Stored data entries
'''

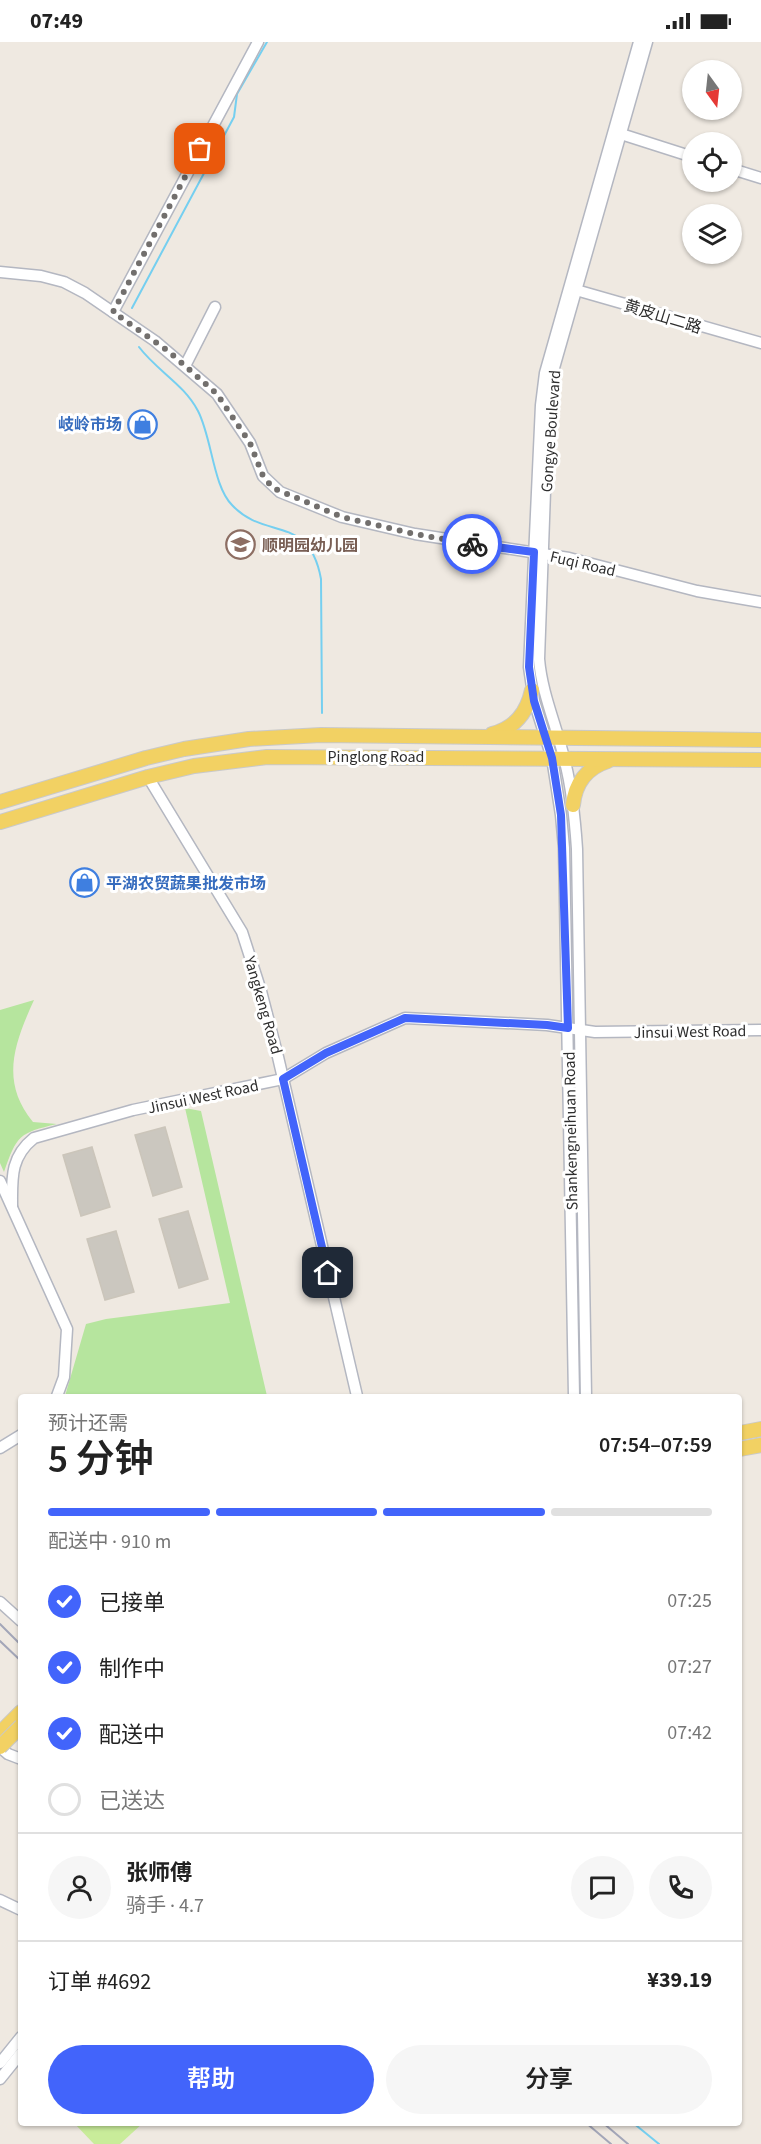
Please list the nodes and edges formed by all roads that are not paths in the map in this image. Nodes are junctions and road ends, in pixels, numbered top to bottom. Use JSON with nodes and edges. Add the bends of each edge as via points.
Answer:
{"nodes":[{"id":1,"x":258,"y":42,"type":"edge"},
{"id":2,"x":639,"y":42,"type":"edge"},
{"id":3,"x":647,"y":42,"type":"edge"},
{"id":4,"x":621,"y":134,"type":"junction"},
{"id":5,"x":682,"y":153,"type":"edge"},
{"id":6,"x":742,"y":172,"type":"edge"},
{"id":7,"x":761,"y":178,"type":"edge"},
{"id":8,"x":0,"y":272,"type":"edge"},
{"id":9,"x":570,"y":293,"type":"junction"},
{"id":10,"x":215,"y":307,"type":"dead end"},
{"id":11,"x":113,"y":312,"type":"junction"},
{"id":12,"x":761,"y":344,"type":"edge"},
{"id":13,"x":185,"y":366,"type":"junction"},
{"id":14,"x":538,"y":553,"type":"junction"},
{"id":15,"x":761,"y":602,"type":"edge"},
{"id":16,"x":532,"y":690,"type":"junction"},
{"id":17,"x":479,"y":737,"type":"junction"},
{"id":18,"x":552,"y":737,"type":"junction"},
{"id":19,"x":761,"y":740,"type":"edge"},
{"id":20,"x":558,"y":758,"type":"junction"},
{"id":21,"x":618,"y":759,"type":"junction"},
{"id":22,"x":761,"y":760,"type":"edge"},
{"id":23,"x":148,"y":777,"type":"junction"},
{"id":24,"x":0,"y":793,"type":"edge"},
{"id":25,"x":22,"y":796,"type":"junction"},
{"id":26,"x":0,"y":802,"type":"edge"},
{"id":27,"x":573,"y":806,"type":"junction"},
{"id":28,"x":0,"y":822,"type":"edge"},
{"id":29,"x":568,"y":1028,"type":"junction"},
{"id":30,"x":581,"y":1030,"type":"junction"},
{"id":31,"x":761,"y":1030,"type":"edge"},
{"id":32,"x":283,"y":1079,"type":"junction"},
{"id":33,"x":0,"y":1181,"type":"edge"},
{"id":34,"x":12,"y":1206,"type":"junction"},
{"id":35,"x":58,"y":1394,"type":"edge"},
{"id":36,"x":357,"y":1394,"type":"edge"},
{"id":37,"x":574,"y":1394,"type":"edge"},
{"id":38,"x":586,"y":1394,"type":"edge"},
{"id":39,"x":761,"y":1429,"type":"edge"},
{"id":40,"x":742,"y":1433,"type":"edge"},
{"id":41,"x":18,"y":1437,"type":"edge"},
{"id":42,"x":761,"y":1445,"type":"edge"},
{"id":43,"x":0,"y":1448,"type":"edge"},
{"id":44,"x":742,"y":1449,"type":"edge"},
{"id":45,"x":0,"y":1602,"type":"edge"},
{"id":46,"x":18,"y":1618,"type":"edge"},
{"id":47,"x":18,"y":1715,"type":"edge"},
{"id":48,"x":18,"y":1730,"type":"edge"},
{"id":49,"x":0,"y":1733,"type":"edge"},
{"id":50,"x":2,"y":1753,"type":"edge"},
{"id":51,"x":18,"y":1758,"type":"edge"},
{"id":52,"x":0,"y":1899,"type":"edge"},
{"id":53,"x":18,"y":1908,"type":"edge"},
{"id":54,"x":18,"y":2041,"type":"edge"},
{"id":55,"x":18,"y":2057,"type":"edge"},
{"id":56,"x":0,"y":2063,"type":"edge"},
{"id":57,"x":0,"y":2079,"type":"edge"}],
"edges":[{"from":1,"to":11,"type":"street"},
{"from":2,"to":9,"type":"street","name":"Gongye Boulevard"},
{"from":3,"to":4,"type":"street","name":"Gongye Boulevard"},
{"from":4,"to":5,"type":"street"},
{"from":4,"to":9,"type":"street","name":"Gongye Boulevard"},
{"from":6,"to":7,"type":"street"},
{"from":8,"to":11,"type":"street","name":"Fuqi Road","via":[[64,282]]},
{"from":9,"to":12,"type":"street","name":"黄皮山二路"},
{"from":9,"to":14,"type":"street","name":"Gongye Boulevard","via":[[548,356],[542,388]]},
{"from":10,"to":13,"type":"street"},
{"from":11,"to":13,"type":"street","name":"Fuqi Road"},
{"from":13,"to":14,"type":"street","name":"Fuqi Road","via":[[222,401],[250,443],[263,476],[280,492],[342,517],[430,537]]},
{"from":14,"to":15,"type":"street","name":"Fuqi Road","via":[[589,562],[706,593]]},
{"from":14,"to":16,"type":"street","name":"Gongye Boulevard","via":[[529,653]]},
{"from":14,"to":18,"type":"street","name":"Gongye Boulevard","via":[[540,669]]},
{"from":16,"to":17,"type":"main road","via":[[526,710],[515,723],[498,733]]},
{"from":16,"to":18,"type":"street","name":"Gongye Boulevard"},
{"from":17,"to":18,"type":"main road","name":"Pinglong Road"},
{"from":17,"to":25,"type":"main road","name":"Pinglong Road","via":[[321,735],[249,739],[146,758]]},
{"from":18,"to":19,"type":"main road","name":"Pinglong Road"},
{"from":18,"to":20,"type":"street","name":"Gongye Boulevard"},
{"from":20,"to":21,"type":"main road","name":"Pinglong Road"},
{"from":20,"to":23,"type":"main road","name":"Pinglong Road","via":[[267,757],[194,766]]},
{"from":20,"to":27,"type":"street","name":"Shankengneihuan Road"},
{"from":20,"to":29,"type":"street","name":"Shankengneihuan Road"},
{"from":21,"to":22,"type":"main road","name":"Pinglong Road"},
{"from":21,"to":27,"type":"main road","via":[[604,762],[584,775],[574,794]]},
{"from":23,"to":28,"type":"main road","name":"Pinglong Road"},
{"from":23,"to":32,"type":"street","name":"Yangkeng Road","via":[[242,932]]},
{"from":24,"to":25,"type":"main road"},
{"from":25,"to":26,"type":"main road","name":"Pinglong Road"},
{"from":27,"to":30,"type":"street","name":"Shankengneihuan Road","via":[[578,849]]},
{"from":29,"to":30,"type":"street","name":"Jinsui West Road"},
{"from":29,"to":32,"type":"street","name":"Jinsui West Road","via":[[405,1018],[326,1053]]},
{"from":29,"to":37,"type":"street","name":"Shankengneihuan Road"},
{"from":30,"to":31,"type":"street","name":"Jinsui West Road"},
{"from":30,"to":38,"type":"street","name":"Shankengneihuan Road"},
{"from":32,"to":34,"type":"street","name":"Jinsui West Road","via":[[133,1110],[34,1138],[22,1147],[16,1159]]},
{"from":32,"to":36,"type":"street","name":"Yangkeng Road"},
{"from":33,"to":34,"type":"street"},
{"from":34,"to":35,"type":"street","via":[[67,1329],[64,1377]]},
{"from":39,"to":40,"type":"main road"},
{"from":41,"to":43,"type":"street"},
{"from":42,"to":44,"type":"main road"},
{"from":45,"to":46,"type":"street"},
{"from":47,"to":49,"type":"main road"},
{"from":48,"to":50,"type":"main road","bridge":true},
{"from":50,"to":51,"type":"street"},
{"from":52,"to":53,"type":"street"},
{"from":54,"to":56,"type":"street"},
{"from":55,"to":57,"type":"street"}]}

'''

* _Activity_
Count the lines in the entries above where the string "Shankengneihuan" shows up, and give that number only.

* _Task output_
5